Bediüzzaman Said Nursi Hazretleri, Müslüman Türk Milletinin manevi şahsiyetine olan inancını eserlerinde birçok kez vurgulamıştır. Necmeddin Şahiner “Bilinmeyen Taraflarıyla Bediüzzaman Said Nursi” isimli kitabında Bediüzzaman Said Nursi’nin Müslüman Türk Milletine olan bu inancını yine Bediüzzaman’ın kendi sözleriyle şöyle aktarmıştır:
“Allahü Zülcelal Hazretleri, Kuran-ı Kerim’de “ÖYLE BİR KAVİM GÖNDERECEĞİM Kİ ONLAR ALLAH’I, ALLAH DA ONLARI SEVER” buyurmuştur (Maide Suresi, 54). Ben de bu beyan-ı İlahi karşısında düşündüm. BU KAVMİN BİN YILDANBERİ ALEM-I İSLAM’IN BAYRAKTARLIĞINI YAPAN TÜRK MİLLETİ OLDUĞUNU ANLADIM.” (Necmeddin Şahiner, Bilinmeyen Taraflarıyla Bediüzzaman Said Nursi, s. 233-234.) |
Dolayısıyla Bediüzzaman Said Nursi Hazretleri’nin dikkat çektiği Maide Suresi’nin 54. ayeti, Türk kavminden çıkacak olan ve Ahir zamanın en büyük kutbu olan Hz. Mehdi (a.s.)’a ve Allah'a ve Peygamberimiz (s.a.v.)’e saygı ve sevgiyle bağlı olan halis talebelerine de işaret etmektedir. Ayette Allah;
“Ey iman edenler, içinizden kim dininden geri döner (irtidat eder)se, Allah (yerine) kendisinin onları sevdiği, onların da kendisini sevdiği mü'minlere karşı alçak gönüllü, kafirlere karşı ise 'güçlü ve onurlu,' Allah yolunda cehd eden (çaba harcayan) ve kınayıcının kınamasından korkmayan bir topluluk getirir. Bu, Allah'ın bir fazlıdır, onu dilediğine verir. Allah (rahmetiyle) geniş olandır, bilendir.” (Maide Suresi, 54) şeklinde bildirmektedir.

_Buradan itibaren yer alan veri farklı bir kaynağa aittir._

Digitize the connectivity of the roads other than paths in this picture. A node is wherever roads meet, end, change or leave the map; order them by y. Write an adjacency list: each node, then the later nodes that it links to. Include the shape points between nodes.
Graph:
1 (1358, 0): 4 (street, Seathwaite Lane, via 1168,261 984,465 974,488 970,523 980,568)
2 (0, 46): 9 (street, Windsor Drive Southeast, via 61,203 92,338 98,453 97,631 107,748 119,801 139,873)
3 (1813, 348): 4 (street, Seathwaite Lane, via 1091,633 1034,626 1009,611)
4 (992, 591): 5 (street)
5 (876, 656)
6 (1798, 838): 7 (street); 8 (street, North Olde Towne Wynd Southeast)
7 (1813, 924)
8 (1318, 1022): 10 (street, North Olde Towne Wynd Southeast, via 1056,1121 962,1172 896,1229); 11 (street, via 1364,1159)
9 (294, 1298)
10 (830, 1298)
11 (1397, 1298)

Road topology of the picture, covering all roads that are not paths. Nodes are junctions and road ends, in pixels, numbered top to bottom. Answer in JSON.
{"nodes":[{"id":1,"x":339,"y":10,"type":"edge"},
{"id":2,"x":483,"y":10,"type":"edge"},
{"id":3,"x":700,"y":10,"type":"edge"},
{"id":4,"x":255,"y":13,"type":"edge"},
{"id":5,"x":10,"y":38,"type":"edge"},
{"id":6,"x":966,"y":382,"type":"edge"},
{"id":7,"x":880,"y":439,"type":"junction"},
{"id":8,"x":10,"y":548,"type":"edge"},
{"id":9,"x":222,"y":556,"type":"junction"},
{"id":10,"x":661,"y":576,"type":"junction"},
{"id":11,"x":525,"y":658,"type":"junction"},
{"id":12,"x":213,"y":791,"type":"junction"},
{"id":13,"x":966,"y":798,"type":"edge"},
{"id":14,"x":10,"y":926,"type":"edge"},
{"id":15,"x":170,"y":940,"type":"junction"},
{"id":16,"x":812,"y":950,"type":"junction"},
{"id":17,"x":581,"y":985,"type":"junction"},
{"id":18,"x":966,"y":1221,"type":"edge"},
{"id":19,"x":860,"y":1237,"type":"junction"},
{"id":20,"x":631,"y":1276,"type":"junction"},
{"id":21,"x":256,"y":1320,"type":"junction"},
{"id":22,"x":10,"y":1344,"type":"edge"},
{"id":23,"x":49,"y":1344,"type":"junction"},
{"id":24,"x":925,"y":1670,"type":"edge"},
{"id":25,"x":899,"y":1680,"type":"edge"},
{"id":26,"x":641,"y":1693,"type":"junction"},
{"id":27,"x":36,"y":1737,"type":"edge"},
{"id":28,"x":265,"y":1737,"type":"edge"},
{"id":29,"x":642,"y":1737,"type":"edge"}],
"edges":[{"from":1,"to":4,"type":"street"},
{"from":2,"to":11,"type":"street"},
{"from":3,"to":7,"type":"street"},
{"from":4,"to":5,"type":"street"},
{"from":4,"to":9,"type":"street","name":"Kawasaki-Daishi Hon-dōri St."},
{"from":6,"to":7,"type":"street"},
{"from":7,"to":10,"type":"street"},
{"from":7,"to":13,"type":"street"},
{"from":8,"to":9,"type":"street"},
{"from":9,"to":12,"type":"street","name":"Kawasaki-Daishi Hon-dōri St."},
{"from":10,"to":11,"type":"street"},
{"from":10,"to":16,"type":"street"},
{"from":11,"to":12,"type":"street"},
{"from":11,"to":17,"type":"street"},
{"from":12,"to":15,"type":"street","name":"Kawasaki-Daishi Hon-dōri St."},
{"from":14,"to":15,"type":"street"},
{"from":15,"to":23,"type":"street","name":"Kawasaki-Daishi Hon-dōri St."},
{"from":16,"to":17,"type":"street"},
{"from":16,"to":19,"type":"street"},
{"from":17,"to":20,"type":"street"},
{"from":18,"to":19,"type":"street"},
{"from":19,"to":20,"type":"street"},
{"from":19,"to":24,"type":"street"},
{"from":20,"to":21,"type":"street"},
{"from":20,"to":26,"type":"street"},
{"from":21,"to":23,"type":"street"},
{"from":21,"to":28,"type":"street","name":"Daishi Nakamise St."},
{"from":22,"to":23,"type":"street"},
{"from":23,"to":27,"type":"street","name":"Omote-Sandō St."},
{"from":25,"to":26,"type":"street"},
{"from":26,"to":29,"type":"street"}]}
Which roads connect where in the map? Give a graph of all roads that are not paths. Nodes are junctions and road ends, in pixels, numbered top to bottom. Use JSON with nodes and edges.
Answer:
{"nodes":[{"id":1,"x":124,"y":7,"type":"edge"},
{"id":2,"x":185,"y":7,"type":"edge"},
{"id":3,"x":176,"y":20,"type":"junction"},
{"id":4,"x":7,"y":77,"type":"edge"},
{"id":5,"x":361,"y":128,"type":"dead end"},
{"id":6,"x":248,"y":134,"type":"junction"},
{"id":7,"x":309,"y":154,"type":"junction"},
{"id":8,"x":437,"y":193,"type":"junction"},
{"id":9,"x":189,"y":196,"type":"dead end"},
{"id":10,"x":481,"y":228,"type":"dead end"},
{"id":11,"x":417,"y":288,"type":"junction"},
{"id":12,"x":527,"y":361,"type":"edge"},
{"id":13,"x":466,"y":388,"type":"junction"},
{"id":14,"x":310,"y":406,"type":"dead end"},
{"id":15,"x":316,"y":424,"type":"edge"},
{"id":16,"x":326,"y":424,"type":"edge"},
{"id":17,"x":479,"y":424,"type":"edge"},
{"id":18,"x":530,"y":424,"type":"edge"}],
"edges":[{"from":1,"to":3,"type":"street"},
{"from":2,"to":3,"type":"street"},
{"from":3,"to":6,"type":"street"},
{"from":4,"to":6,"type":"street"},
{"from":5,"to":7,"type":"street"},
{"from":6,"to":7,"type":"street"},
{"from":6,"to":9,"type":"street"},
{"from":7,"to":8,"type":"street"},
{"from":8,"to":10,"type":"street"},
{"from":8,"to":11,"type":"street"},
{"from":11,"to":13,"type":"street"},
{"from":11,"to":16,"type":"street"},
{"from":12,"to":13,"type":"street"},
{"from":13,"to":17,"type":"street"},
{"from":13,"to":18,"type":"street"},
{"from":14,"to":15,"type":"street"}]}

Görüldüğü gibi Allah, din ahlakının ve Peygamberimiz (s.a.v.)’in sünneti seniyyesinin terk edildiği bir döneme dikkat çekmektedir. İçinde yaşadığımız Ahir Zaman tam olarak bu durumun yaşandığı bir dönemdir. Özellikle bu yüzyılda insanlar din ahlakından, Peygamberimiz (s.a.v.)’in sünnetlerinden uzaklaşmışlar ve imanen zaafiyet içine girmişlerdir. Dolayısıyla da Kuran ahlakının yayılması görevini üstlenen müslümanların sayısı çok azalmıştır. İşte böyle bir dönemde Allah, samimi dindar olmaları ve hamiyetlerinden dolayı toplum tarafından kınanan ve yerilen, İslam dinine sıkısıkıya bağlı, çok dirayetli, Allah'a kalben teslim olmuş, İslam ahlakının dünya üzerinde hakim olması görevini yerine getirme azmine tam sahip, Allah’ın sevdiği bir topluluk getireceğini açık bir şekilde ifade etmektedir.